Homeward Bound

I confess that I am failing with my Lenten disciplines. It is one thing to not keep my New Year’s resolutions; this seems weightier, a scarlet letter of shame etched on the heart. Oh how easily I stumble in life and find myself in the muck–something like the pigsty in today’s gospel story, often referred to as “The Parable of the Prodigal Son.”*

If you aren’t familiar with this parable of Jesus, I encourage you to read it. If you do know it, I encourage you to spend more time with it. In particular imagine yourself as each of the characters. We can learn from them all, maybe get to know ourselves and God more fully, and perhaps come to see with more compassionate eyes.

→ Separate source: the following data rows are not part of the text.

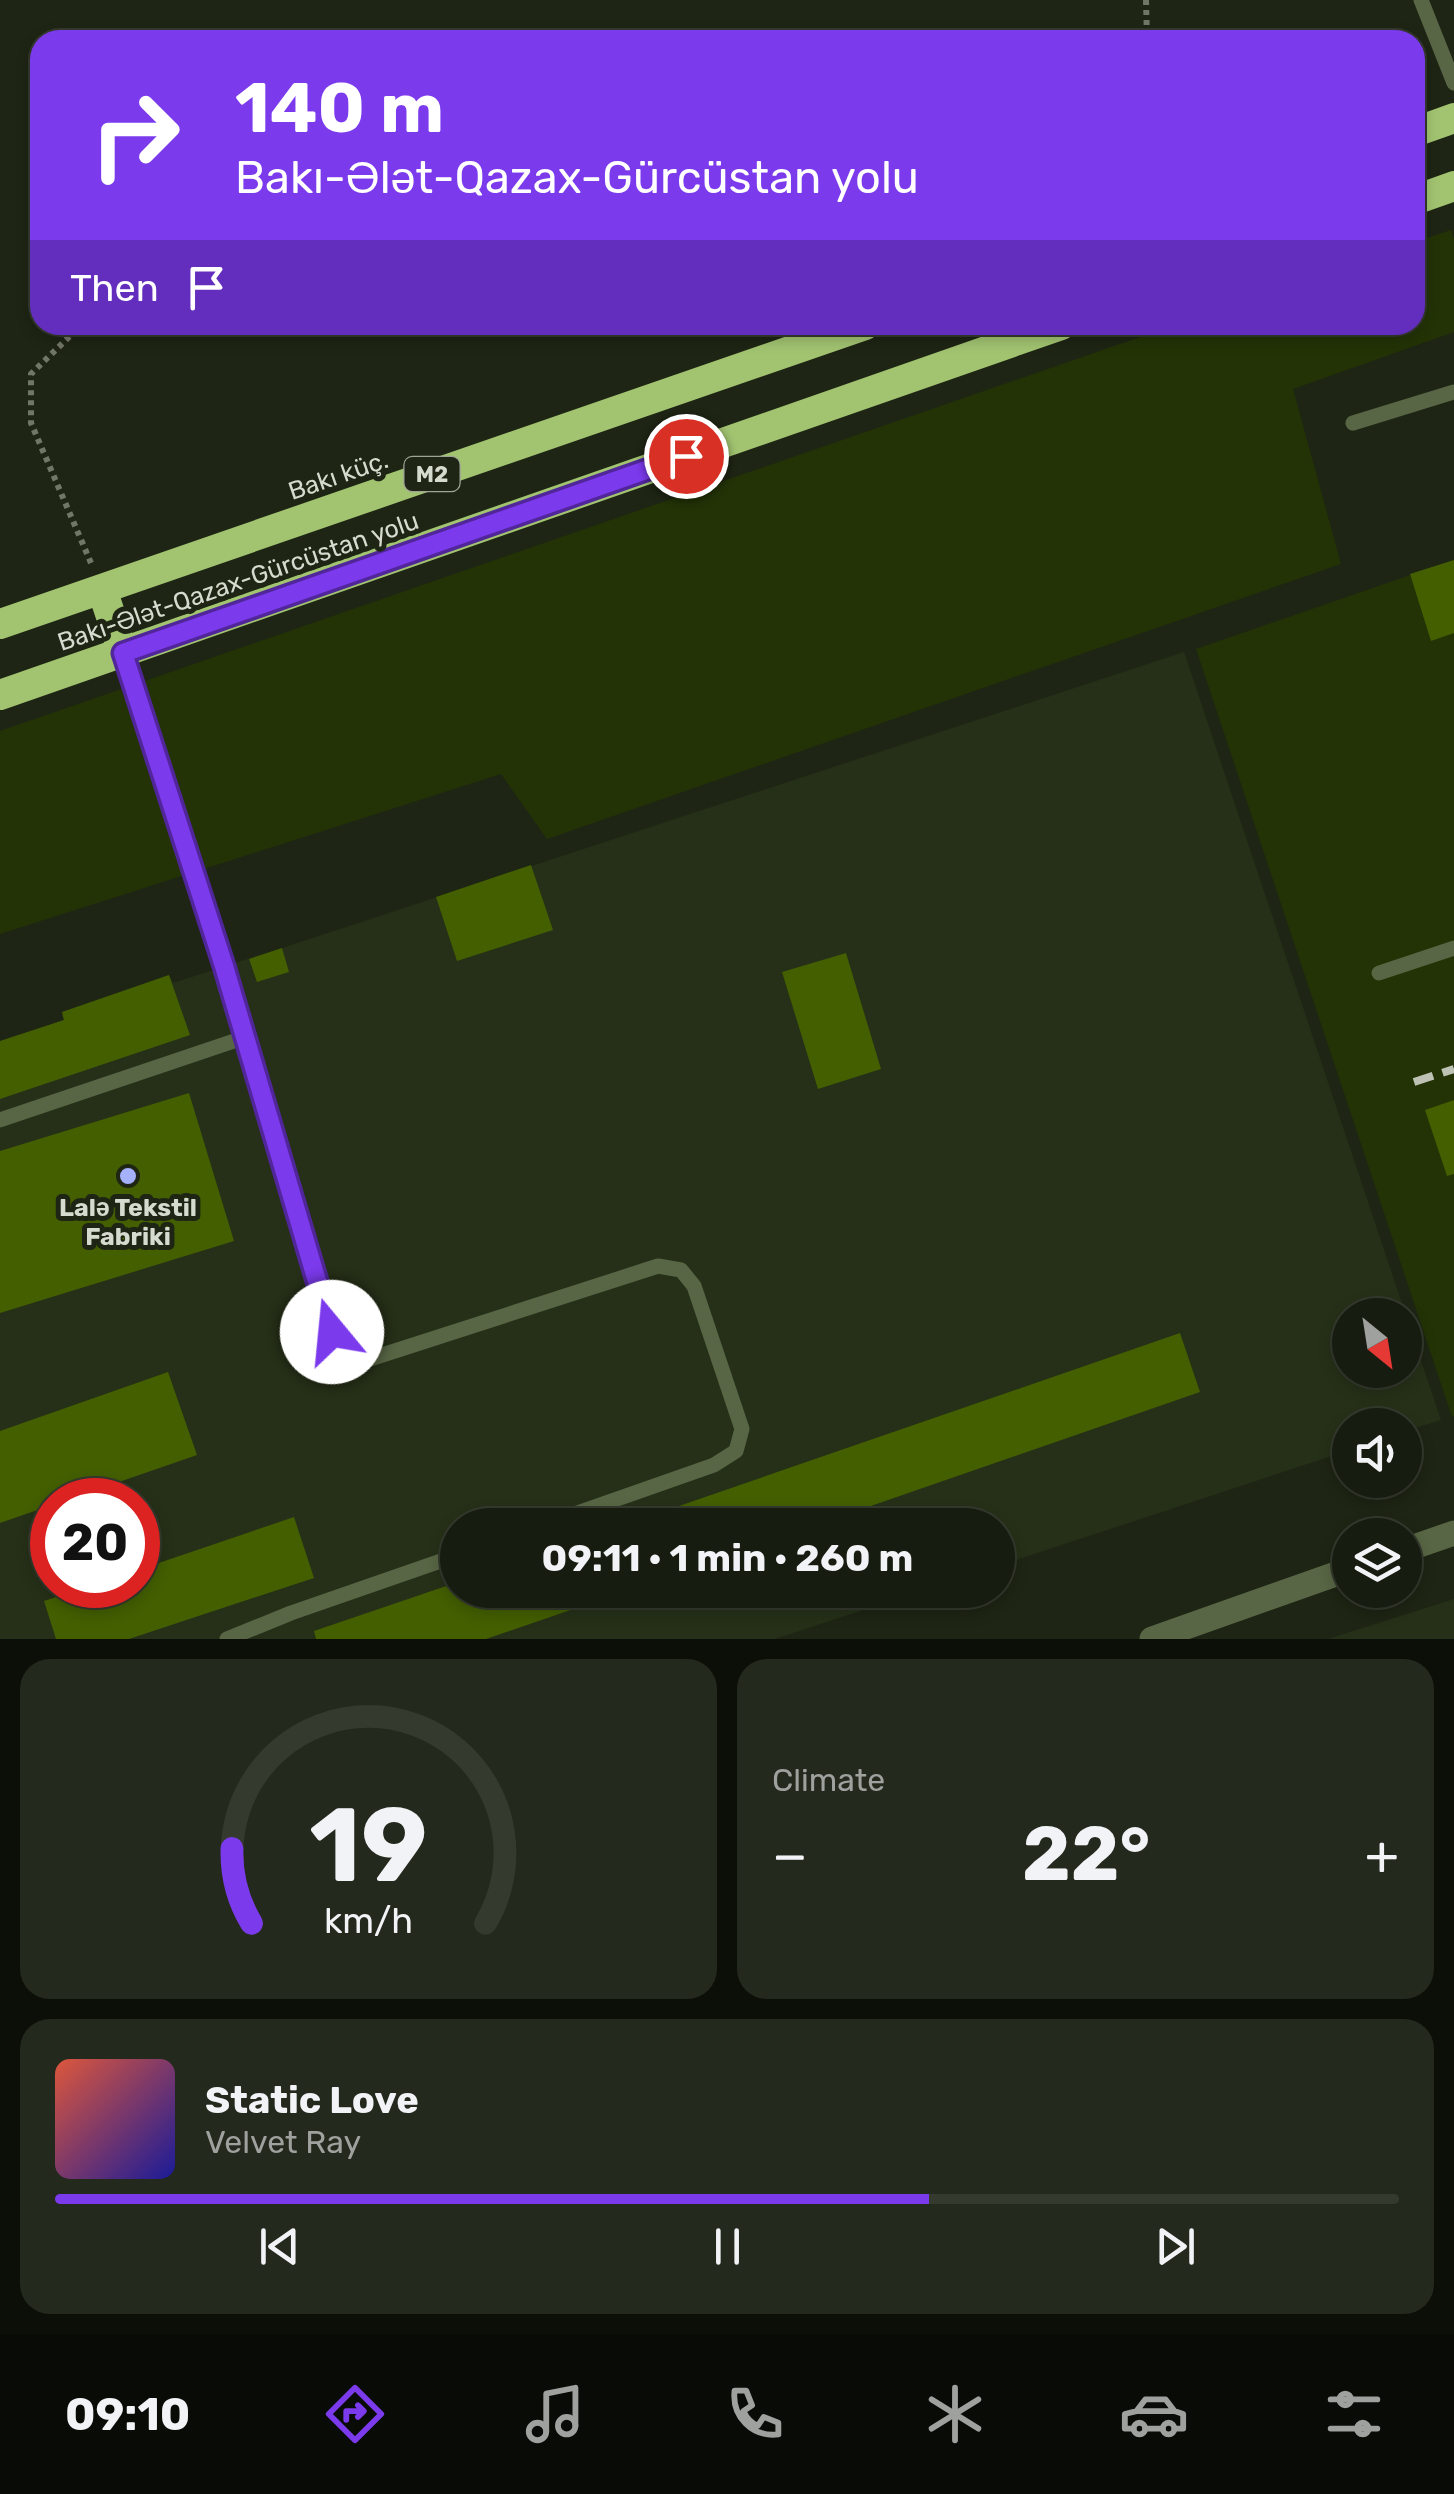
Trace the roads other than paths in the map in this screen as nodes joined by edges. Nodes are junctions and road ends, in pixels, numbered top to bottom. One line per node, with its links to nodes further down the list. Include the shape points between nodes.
1 (1421, 0): 2 (lane)
2 (1454, 83)
3 (1454, 118): 4 (highway)
4 (1425, 128)
5 (1454, 186): 6 (highway)
6 (1425, 196)
7 (836, 335): 11 (highway, Bakı küç. / M2)
8 (1032, 335): 13 (highway, Bakı-Ələt-Qazax-Gürcüstan yolu)
9 (1454, 392): 10 (lane)
10 (1353, 424)
11 (102, 589): 12 (highway, Bakı küç. / M2); 13 (highway)
12 (0, 624)
13 (123, 653): 14 (highway, Bakı-Ələt-Qazax-Gürcüstan yolu); 17 (lane)
14 (0, 695)
15 (1454, 948): 16 (lane)
16 (1379, 973)
17 (244, 1038): 18 (lane); 19 (lane, via 332,1332 346,1352 373,1358 658,1266 682,1270 694,1286 742,1429 736,1451)
18 (0, 1120)
19 (591, 1508)
20 (1454, 1533): 21 (street)
21 (1422, 1544)
22 (440, 1561): 24 (lane)
23 (1332, 1575): 25 (street)
24 (227, 1639)
25 (1152, 1639)

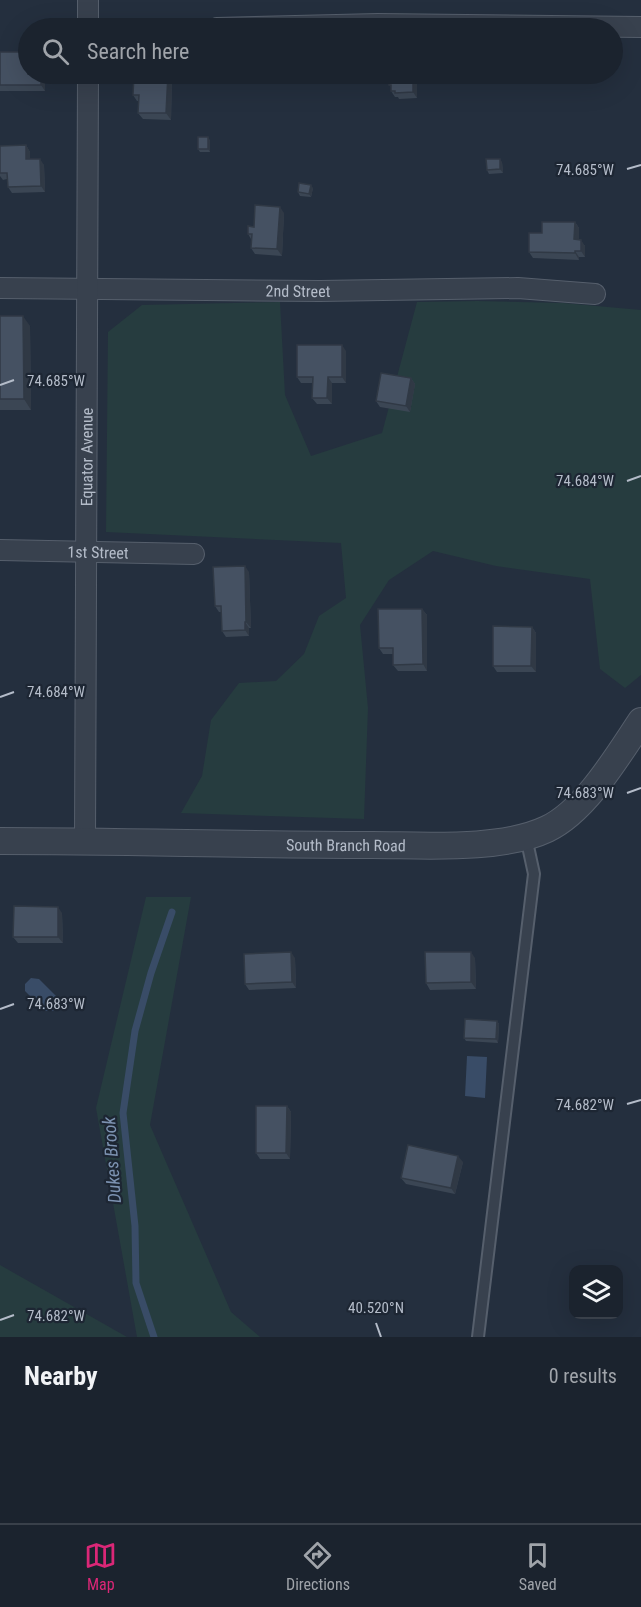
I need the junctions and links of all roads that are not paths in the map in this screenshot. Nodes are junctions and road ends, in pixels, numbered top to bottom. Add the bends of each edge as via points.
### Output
1 (88, 0) edge
2 (88, 18) edge
3 (623, 27) edge
4 (641, 27) edge
5 (88, 84) edge
6 (0, 288) edge
7 (87, 289) junction
8 (595, 294) dead end
9 (0, 550) edge
10 (85, 551) junction
11 (194, 554) dead end
12 (641, 722) edge
13 (526, 837) junction
14 (0, 841) edge
15 (85, 841) junction
16 (478, 1337) edge

1 - 2 street
3 - 4 street
5 - 7 street, Equator Avenue
6 - 7 street, 2nd Street
7 - 8 street, 2nd Street via 518,288
7 - 10 street, Equator Avenue
9 - 10 street, 1st Street
10 - 11 street, 1st Street
10 - 15 street, Equator Avenue
12 - 13 street, South Branch Road via 574,811 546,830
13 - 15 street, South Branch Road via 458,845
13 - 16 lane via 534,873
14 - 15 street, South Branch Road

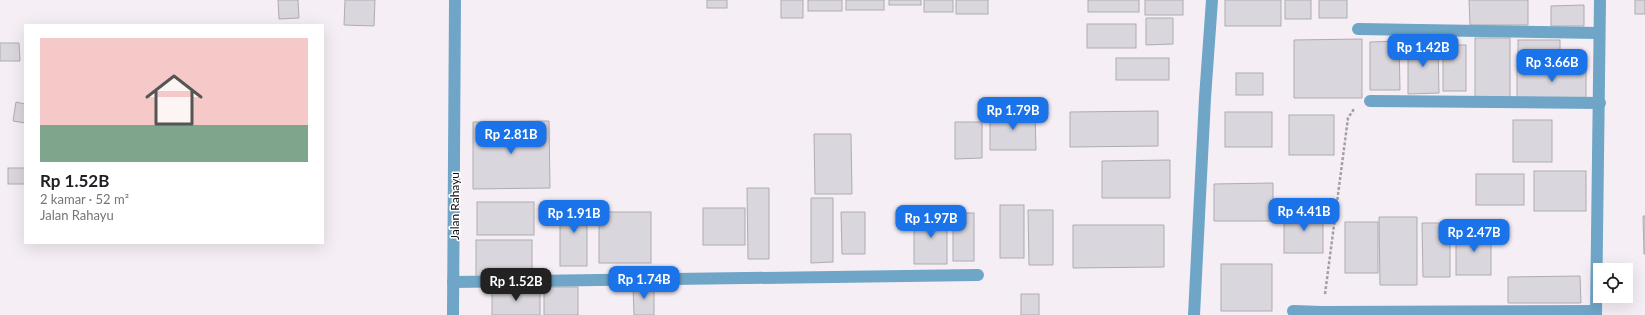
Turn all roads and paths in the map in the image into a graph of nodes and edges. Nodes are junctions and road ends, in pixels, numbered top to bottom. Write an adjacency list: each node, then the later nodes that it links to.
1 (455, 0): 9 (street, Jalan Rahayu)
2 (1212, 0): 14 (street)
3 (1600, 0): 5 (street)
4 (1358, 28): 5 (street)
5 (1599, 33): 7 (street)
6 (1370, 101): 7 (street); 11 (path)
7 (1600, 103): 12 (street)
8 (978, 275): 9 (street)
9 (454, 282): 13 (street, Jalan Rahayu)
10 (1292, 311): 11 (street)
11 (1322, 312): 12 (street)
12 (1596, 313)
13 (453, 315)
14 (1194, 315)

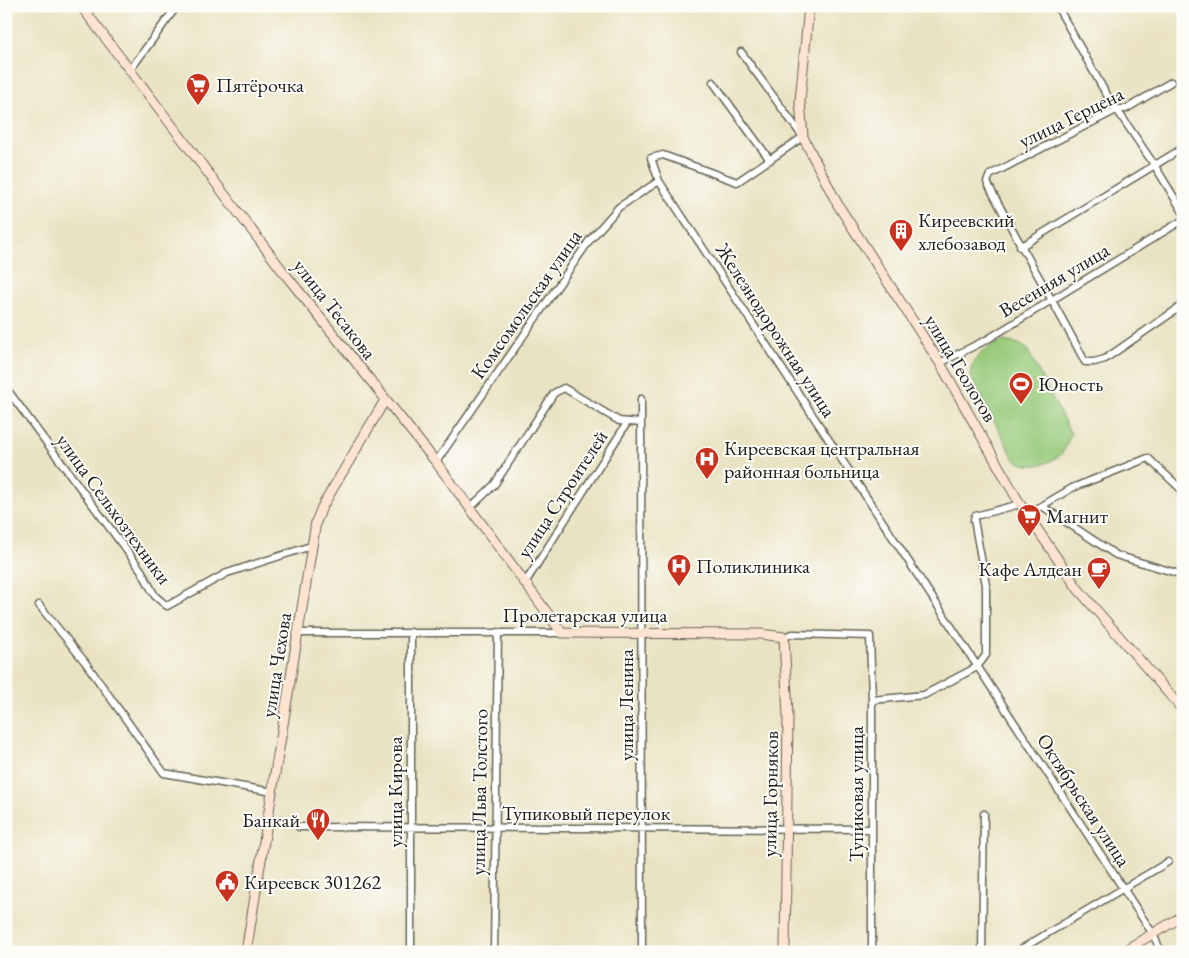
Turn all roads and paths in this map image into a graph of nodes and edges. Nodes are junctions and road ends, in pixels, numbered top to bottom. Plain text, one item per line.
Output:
1 (81, 6) edge
2 (168, 6) edge
3 (810, 6) edge
4 (1057, 6) edge
5 (175, 9) edge
6 (742, 52) dead end
7 (130, 70) junction
8 (713, 82) dead end
9 (1171, 82) dead end
10 (1118, 109) junction
11 (803, 138) junction
12 (1183, 148) edge
13 (770, 160) junction
14 (1155, 166) junction
15 (660, 181) junction
16 (1183, 212) edge
17 (1183, 220) edge
18 (1020, 247) junction
19 (1053, 300) junction
20 (1183, 305) edge
21 (940, 363) junction
22 (6, 388) edge
23 (641, 399) dead end
24 (385, 400) junction
25 (627, 423) junction
26 (641, 423) junction
27 (436, 462) junction
28 (1183, 491) edge
29 (1020, 504) junction
30 (1042, 506) junction
31 (470, 508) junction
32 (1028, 514) junction
33 (311, 546) junction
34 (1183, 575) edge
35 (525, 583) junction
36 (39, 605) dead end
37 (411, 632) junction
38 (498, 632) junction
39 (300, 633) junction
40 (562, 633) junction
41 (642, 634) junction
42 (870, 636) joint
43 (784, 638) junction
44 (978, 667) junction
45 (872, 700) junction
46 (1183, 710) edge
47 (273, 792) junction
48 (984, 814) dead end
49 (299, 827) dead end
50 (412, 828) junction
51 (494, 829) junction
52 (642, 829) junction
53 (872, 829) junction
54 (787, 830) junction
55 (1168, 862) dead end
56 (1122, 887) junction
57 (1183, 916) edge
58 (1153, 934) junction
59 (246, 952) edge
60 (411, 952) edge
61 (494, 952) edge
62 (642, 952) edge
63 (785, 952) edge
64 (872, 952) edge
65 (982, 952) edge
66 (1016, 952) edge
67 (1122, 952) edge
68 (1161, 952) edge

1 - 7 main road, улица Тесакова
2 - 5 street
3 - 11 main road, улица Геологов
4 - 10 street
5 - 7 street
6 - 11 street
7 - 24 main road, улица Тесакова
8 - 13 street
9 - 10 street, улица Герцена
10 - 14 street
10 - 18 street, улица Герцена
11 - 13 street
11 - 21 main road, улица Геологов
12 - 14 street
13 - 15 street, Железнодорожная улица
14 - 16 street
14 - 18 street
15 - 27 street, Комсомольская улица
15 - 44 street, Железнодорожная улица
17 - 19 street, Весенняя улица
18 - 19 street
19 - 20 street
19 - 21 street, Весенняя улица
21 - 29 main road, улица Геологов
22 - 33 street, улица Сельхозтехники
23 - 26 street, улица Ленина
24 - 27 main road, улица Тесакова
24 - 33 main road, улица Чехова
25 - 26 street, улица Строителей
25 - 31 street, улица Строителей
25 - 35 street, улица Строителей
26 - 41 street, улица Ленина
27 - 31 main road, улица Тесакова
28 - 30 street
29 - 32 main road, улица Геологов
29 - 44 street
30 - 32 street
30 - 34 street
31 - 35 main road, улица Тесакова
32 - 46 main road, улица Геологов
33 - 39 main road, улица Чехова
35 - 40 main road, улица Тесакова
36 - 47 street
37 - 38 street, Пролетарская улица
37 - 39 street, Пролетарская улица
37 - 50 street, улица Кирова
38 - 40 street, Пролетарская улица
38 - 51 street, улица Льва Толстого
39 - 47 main road, улица Чехова
40 - 41 main road, Пролетарская улица
41 - 43 main road, Пролетарская улица
41 - 52 street, улица Ленина
42 - 43 street, Пролетарская улица
42 - 45 street, Тупиковая улица
43 - 54 main road, улица Горняков
44 - 45 street
44 - 56 street, Октябрьская улица
45 - 53 street, Тупиковая улица
47 - 59 main road, улица Чехова
48 - 65 street
49 - 50 street, Тупиковый переулок
50 - 51 street, Тупиковый переулок
50 - 60 street, улица Кирова
51 - 52 street, Тупиковый переулок
51 - 61 street, улица Льва Толстого
52 - 54 street, Тупиковый переулок
52 - 62 street, улица Ленина
53 - 54 street, Тупиковый переулок
53 - 64 street, Тупиковая улица
54 - 63 main road, улица Горняков
55 - 56 street
56 - 58 street, Октябрьская улица
56 - 66 street
57 - 58 main road
58 - 67 main road
58 - 68 street, Октябрьская улица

As I sat with the story this past week, I harkened back to God’s invitation in a hymn sung at the beginning of our 40-day Lenten journey: Come back to me with all your heart / don’t let fear keep us apart.** This is a good word for me; I tend to get mired in disillusion, whether wallowing in my sinfulness or full of myself in my goodness. I remember a wise pastor saying how grateful we should be for dis-illusionment—to be freed of false illusions about ourselves so to be free for God to love and lead us.

Perhaps one of the hardest illusions for us as a collective people to break is that any one of us or group of us is less deserving or more worthy of generosity of spirit and goods. God’s love, as conveyed in today’s Scripture story, is so indiscriminate and lavish that some are profoundly comforted and transformed by it while others are confounded and angered.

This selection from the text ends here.